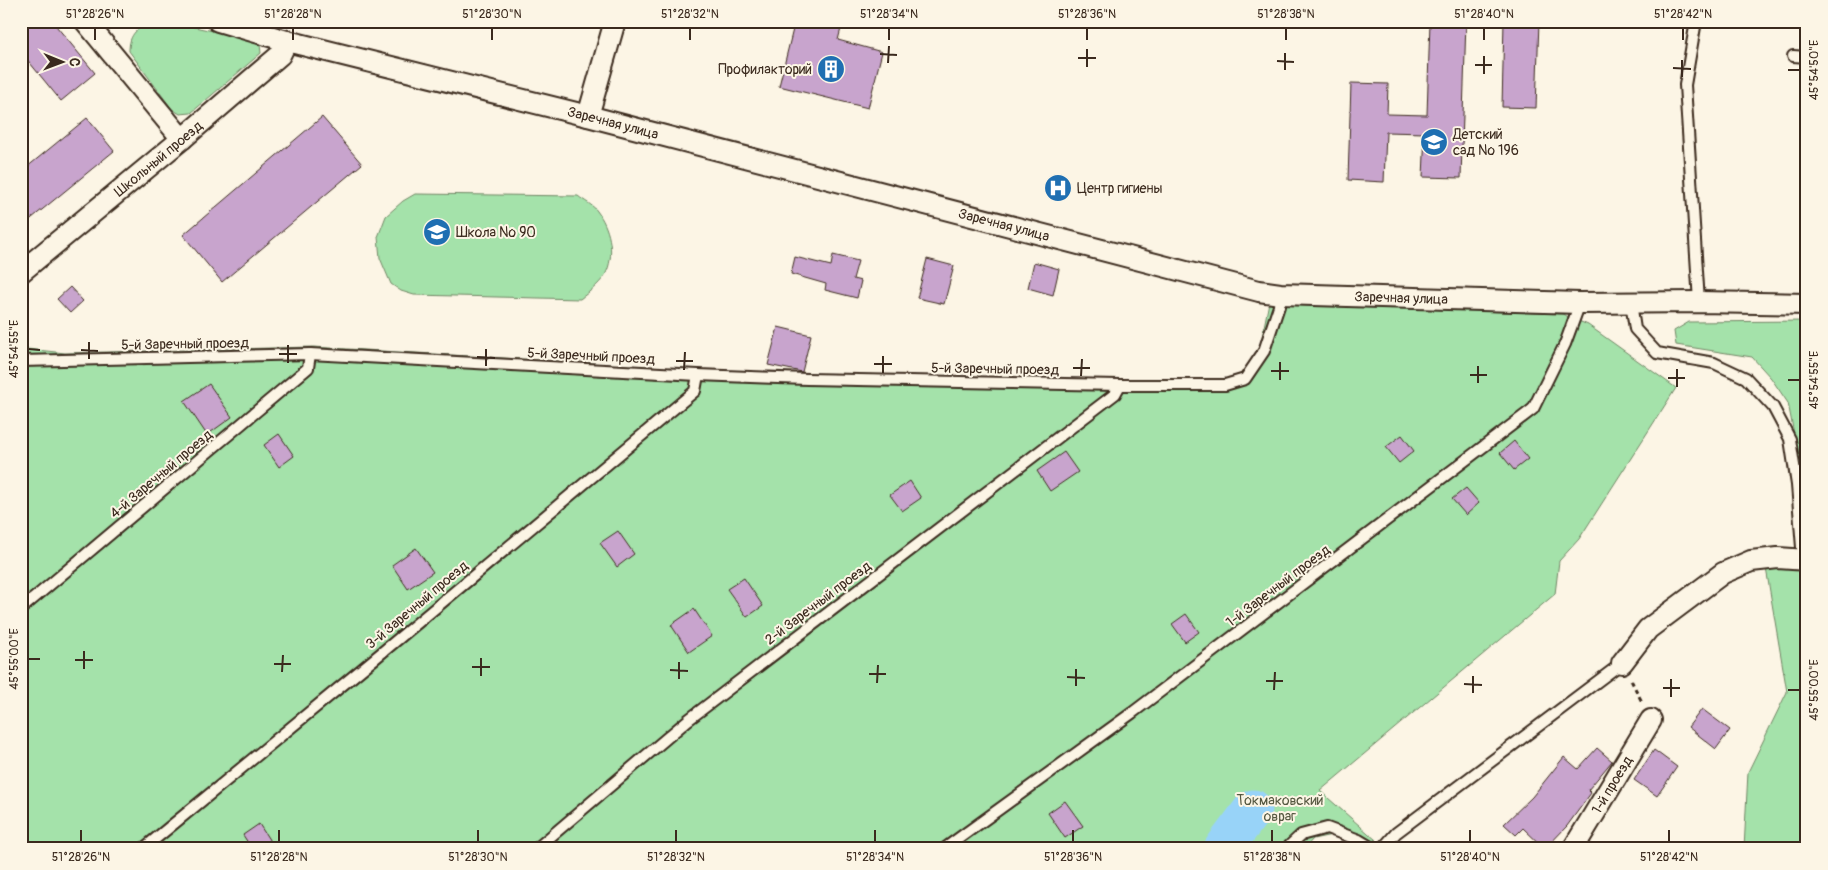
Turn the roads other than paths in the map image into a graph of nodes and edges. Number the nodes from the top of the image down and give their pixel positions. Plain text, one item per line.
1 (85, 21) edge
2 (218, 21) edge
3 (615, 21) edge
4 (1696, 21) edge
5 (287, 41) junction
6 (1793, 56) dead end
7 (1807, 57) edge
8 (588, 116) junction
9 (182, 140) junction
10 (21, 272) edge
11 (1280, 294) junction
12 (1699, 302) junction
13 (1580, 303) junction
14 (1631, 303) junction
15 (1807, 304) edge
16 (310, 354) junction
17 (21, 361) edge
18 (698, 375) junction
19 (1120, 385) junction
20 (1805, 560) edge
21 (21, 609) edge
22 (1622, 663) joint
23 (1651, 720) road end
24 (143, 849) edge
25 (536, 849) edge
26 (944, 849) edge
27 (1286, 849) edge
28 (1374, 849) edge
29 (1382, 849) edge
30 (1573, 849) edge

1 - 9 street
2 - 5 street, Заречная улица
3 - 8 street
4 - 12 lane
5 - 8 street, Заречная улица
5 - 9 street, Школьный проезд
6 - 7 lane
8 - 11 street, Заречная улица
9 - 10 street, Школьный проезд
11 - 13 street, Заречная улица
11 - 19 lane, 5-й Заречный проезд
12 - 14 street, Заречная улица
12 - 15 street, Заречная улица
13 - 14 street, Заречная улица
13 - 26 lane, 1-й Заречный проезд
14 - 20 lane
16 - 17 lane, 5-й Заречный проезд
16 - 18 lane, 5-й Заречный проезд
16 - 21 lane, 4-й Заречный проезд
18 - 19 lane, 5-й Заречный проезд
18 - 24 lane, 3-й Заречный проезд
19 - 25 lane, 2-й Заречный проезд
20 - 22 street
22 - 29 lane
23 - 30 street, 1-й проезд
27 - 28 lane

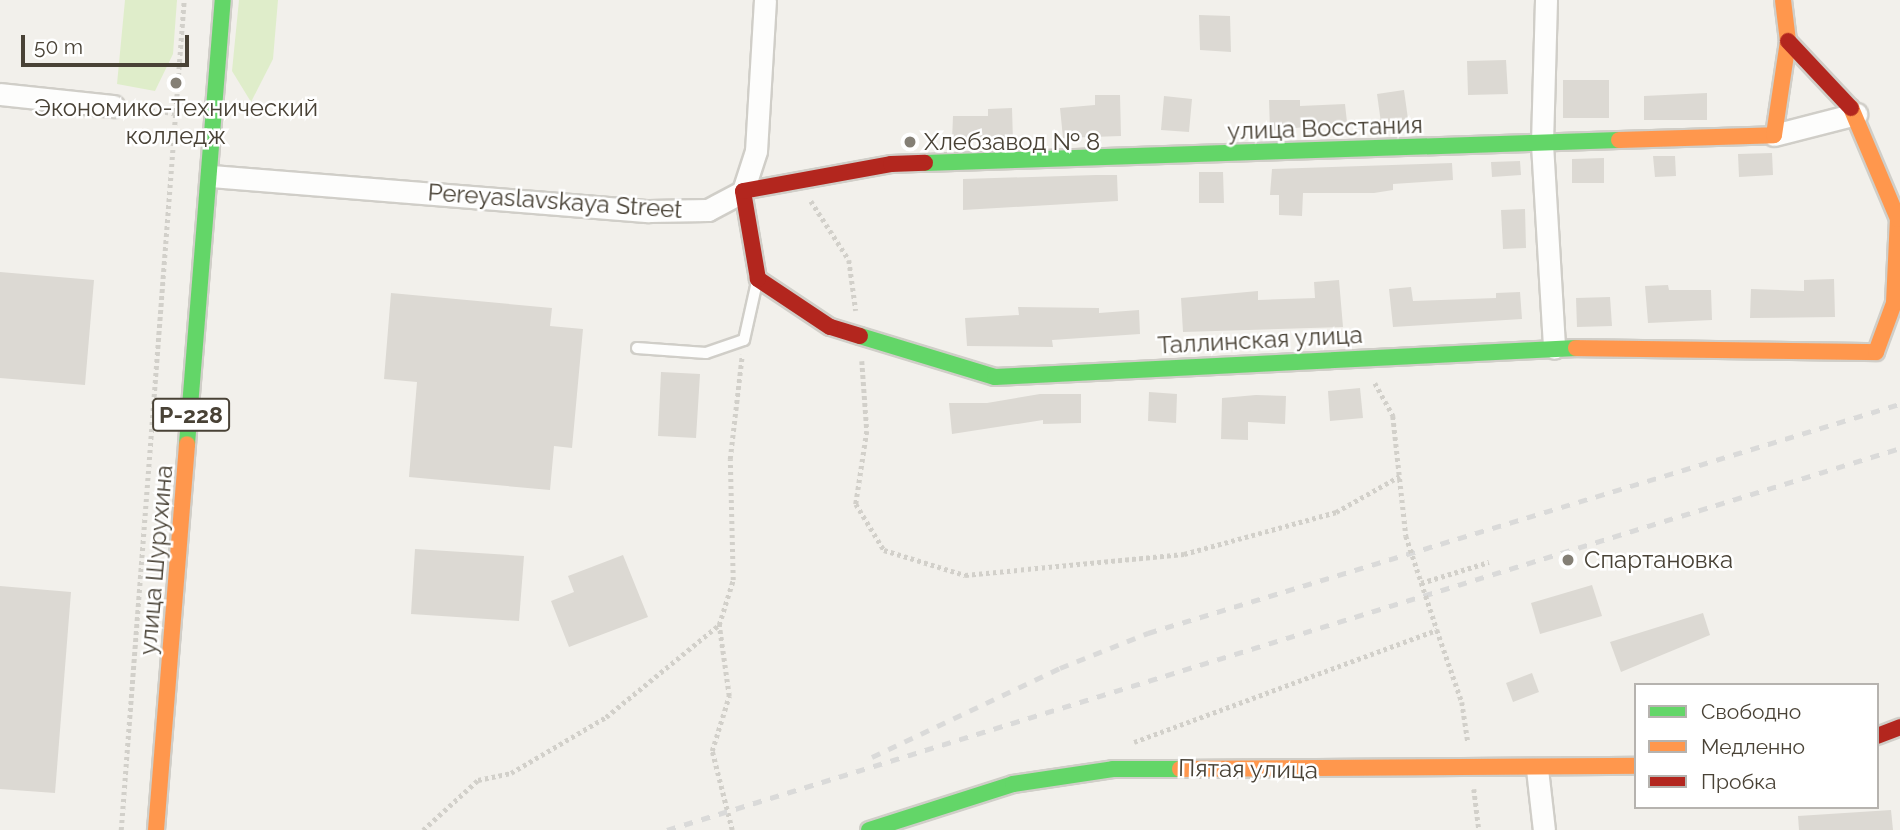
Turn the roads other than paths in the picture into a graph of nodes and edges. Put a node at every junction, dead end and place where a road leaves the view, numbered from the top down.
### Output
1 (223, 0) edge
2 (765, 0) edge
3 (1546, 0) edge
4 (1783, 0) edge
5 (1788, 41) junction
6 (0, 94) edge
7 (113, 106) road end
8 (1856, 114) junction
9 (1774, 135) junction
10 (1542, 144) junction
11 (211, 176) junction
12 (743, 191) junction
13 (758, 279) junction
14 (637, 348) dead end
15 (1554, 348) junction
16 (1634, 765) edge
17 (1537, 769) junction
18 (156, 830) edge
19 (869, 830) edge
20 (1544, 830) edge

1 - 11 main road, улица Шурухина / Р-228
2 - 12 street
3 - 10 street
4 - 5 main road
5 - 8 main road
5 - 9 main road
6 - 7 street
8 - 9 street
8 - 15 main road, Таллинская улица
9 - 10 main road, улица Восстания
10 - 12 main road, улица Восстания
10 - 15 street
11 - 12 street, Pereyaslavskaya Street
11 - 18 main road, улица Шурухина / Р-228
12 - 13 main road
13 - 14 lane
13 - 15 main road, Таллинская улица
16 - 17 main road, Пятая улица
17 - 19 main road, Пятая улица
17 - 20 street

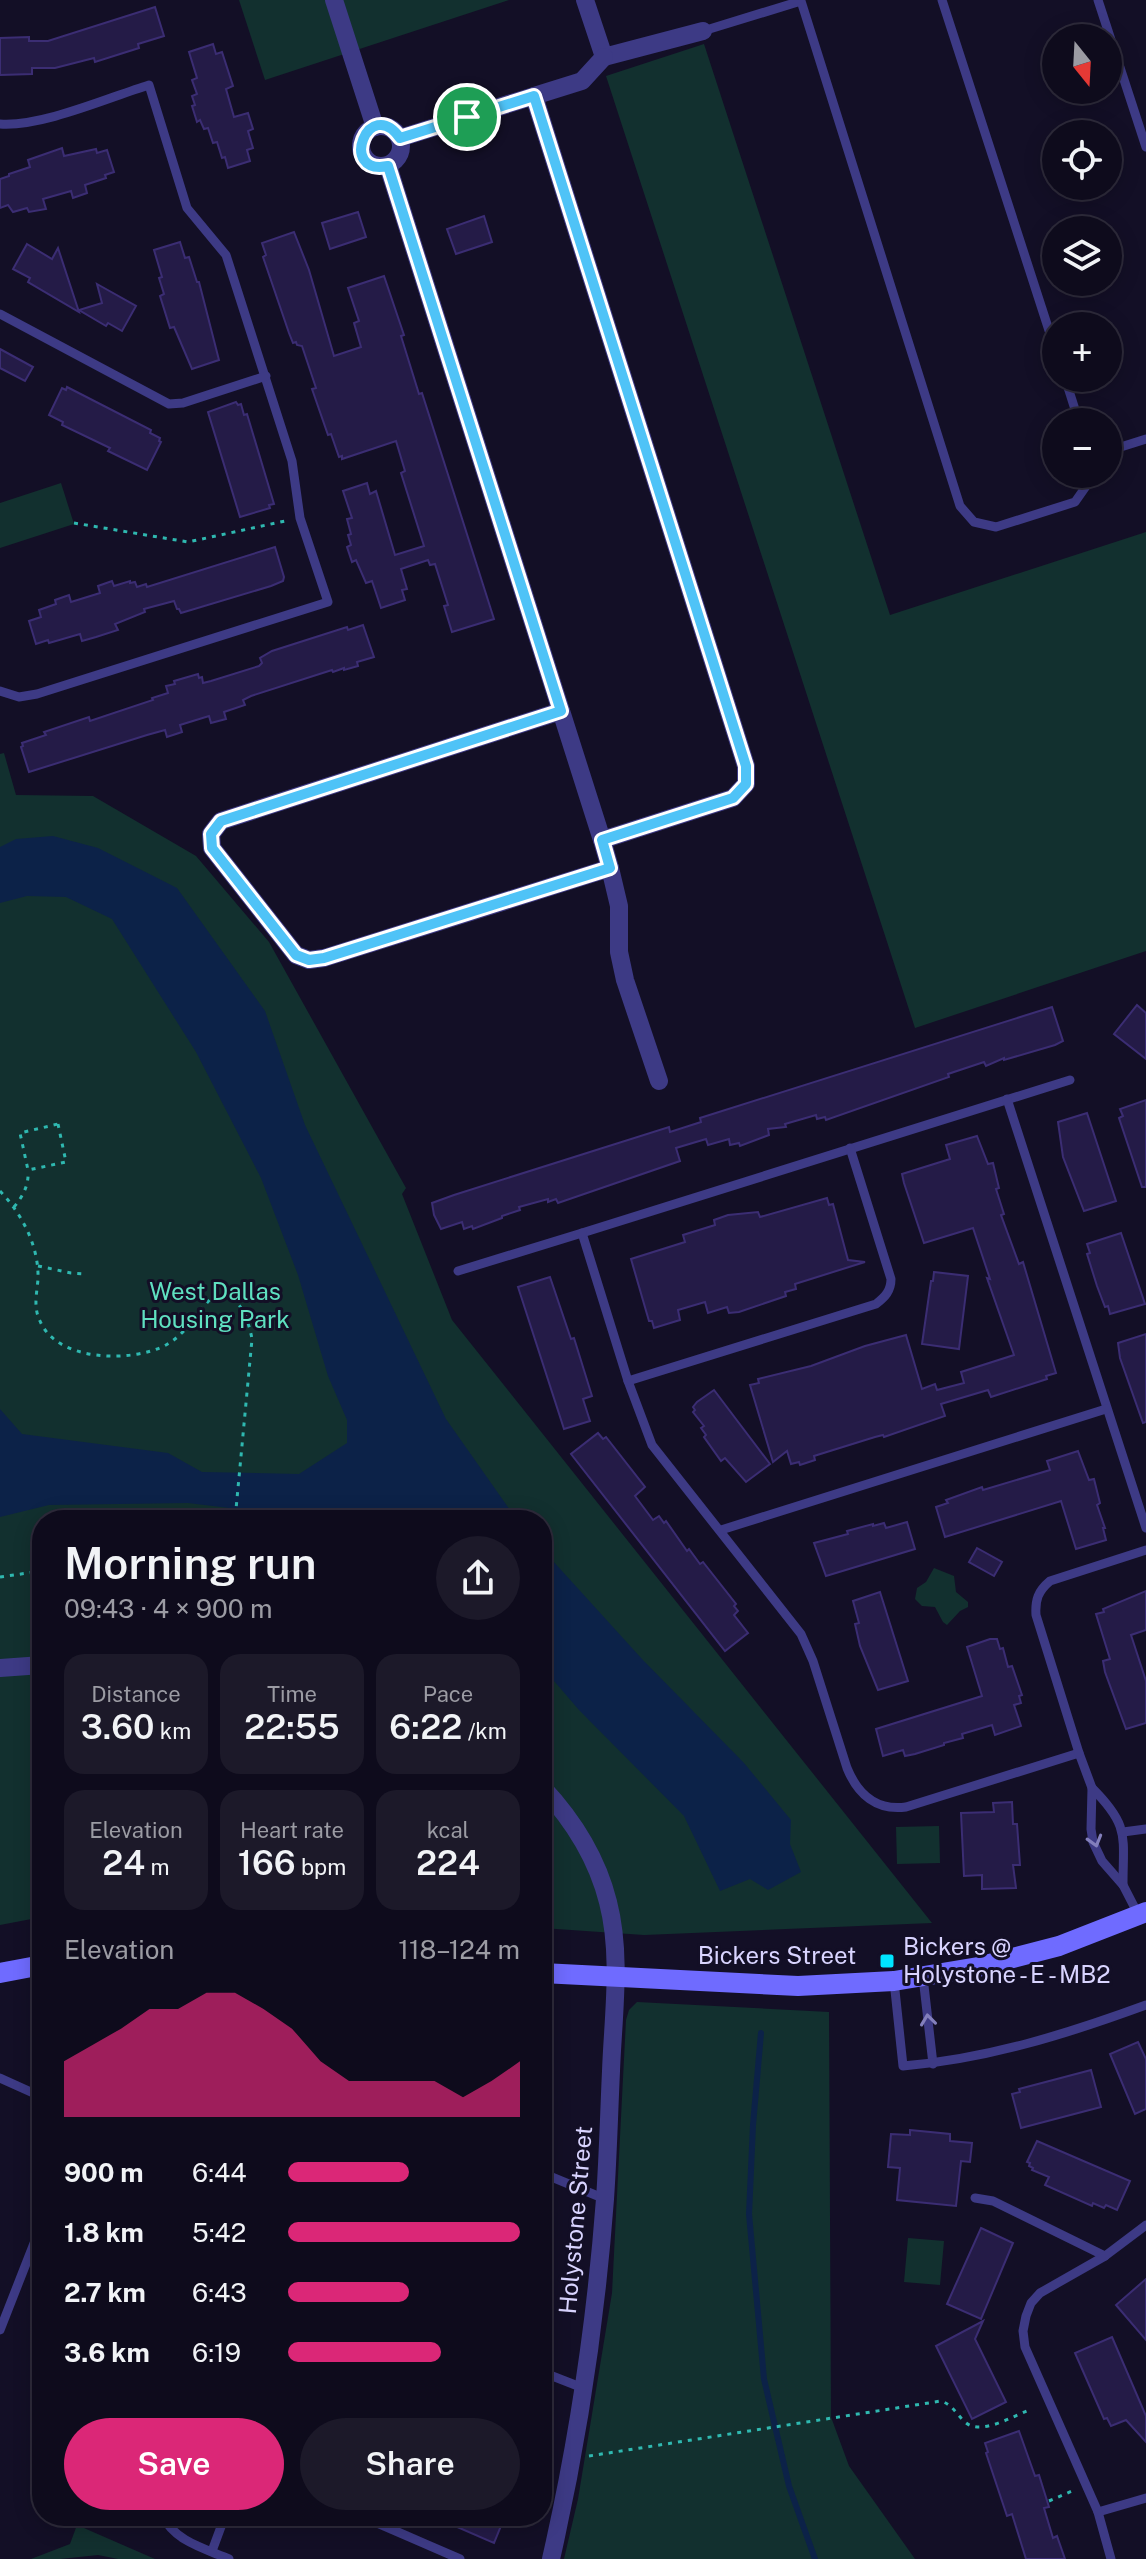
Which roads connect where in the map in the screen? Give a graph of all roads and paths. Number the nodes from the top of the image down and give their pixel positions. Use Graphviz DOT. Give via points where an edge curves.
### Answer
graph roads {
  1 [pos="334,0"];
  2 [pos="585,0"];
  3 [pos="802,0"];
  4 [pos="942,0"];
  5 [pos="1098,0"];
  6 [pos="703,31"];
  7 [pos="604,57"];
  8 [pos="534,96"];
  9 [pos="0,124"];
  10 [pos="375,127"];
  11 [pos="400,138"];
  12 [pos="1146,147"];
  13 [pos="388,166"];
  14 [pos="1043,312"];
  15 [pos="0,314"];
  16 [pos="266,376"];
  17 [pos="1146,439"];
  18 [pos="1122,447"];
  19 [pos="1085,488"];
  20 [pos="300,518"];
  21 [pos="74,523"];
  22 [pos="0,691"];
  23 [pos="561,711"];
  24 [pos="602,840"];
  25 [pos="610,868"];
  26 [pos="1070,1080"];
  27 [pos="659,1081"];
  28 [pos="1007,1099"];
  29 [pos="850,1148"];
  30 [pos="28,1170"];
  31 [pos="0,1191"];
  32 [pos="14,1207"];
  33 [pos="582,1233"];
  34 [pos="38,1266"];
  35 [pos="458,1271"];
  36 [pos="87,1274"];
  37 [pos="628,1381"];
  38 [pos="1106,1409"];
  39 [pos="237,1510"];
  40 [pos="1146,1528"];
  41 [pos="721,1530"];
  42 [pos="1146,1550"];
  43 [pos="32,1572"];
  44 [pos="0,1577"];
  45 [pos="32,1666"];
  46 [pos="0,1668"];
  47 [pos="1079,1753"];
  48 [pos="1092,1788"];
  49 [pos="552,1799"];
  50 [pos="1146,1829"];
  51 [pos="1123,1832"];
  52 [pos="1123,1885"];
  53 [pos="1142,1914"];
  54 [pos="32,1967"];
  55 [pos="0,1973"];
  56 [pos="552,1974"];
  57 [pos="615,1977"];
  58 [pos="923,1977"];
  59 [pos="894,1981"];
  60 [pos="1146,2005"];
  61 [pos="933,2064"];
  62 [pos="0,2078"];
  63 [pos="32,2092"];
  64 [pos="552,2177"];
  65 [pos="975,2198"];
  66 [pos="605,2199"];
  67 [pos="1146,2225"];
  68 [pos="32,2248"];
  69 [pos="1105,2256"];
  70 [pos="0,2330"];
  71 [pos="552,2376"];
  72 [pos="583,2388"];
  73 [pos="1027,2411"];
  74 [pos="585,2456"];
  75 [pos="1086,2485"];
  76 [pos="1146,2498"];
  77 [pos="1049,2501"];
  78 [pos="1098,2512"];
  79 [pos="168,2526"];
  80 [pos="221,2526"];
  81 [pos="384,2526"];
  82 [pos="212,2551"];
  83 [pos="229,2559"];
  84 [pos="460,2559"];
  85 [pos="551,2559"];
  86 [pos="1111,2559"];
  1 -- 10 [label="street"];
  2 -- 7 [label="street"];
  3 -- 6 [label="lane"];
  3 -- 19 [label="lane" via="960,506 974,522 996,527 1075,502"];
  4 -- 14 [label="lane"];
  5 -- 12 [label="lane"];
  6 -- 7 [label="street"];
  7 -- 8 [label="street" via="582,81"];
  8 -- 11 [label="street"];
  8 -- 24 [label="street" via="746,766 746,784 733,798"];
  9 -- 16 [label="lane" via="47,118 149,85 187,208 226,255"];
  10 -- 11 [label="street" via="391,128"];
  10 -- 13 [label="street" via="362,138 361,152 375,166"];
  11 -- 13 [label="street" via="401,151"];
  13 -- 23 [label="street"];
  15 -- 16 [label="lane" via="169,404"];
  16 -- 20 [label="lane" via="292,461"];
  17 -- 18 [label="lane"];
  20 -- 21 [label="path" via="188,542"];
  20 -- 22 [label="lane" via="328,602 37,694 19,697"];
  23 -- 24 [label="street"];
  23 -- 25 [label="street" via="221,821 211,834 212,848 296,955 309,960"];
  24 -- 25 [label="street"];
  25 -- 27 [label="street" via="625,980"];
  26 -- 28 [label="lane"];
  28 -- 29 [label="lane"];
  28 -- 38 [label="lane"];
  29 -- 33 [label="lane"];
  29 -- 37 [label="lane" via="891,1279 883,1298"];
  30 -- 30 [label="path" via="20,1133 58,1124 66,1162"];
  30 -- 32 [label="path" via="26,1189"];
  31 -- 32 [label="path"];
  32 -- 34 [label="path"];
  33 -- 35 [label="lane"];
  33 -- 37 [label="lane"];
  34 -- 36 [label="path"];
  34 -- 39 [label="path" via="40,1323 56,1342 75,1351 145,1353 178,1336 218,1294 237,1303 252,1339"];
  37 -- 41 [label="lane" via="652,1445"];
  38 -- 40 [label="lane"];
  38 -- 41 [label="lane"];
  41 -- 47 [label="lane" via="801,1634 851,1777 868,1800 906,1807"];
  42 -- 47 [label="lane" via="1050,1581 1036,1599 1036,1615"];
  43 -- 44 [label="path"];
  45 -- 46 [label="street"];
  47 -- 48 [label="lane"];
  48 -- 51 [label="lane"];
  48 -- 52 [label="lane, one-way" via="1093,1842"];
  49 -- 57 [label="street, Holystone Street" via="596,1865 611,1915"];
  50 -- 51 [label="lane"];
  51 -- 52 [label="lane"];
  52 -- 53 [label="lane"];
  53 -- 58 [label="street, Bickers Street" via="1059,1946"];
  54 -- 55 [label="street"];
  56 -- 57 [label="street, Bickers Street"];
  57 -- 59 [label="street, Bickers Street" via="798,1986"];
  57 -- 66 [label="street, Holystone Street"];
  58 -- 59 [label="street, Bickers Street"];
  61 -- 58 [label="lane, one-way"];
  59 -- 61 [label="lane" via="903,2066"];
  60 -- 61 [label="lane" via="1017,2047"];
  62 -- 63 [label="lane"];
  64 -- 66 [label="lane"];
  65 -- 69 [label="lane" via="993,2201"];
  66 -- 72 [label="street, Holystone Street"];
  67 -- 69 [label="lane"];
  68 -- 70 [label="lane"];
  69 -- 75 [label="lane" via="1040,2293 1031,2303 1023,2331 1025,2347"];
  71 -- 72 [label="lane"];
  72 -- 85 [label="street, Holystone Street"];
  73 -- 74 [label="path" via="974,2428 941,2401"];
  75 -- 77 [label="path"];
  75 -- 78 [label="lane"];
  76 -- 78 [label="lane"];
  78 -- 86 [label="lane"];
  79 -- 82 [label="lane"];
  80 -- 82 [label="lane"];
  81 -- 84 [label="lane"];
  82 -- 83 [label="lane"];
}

**TASK TO COMPLETE:** Within the data above, filter for lines containing the word "than" and copy each one.

**WORKED SOLUTION:**
Turn the roads other than paths in the map image into a graph of nodes and edges. Number the nodes from the top of the image down and give their pixel positions. Plain text, one item per line.
Turn the roads other than paths in the picture into a graph of nodes and edges. Put a node at every junction, dead end and place where a road leaves the view, numbered from the top down.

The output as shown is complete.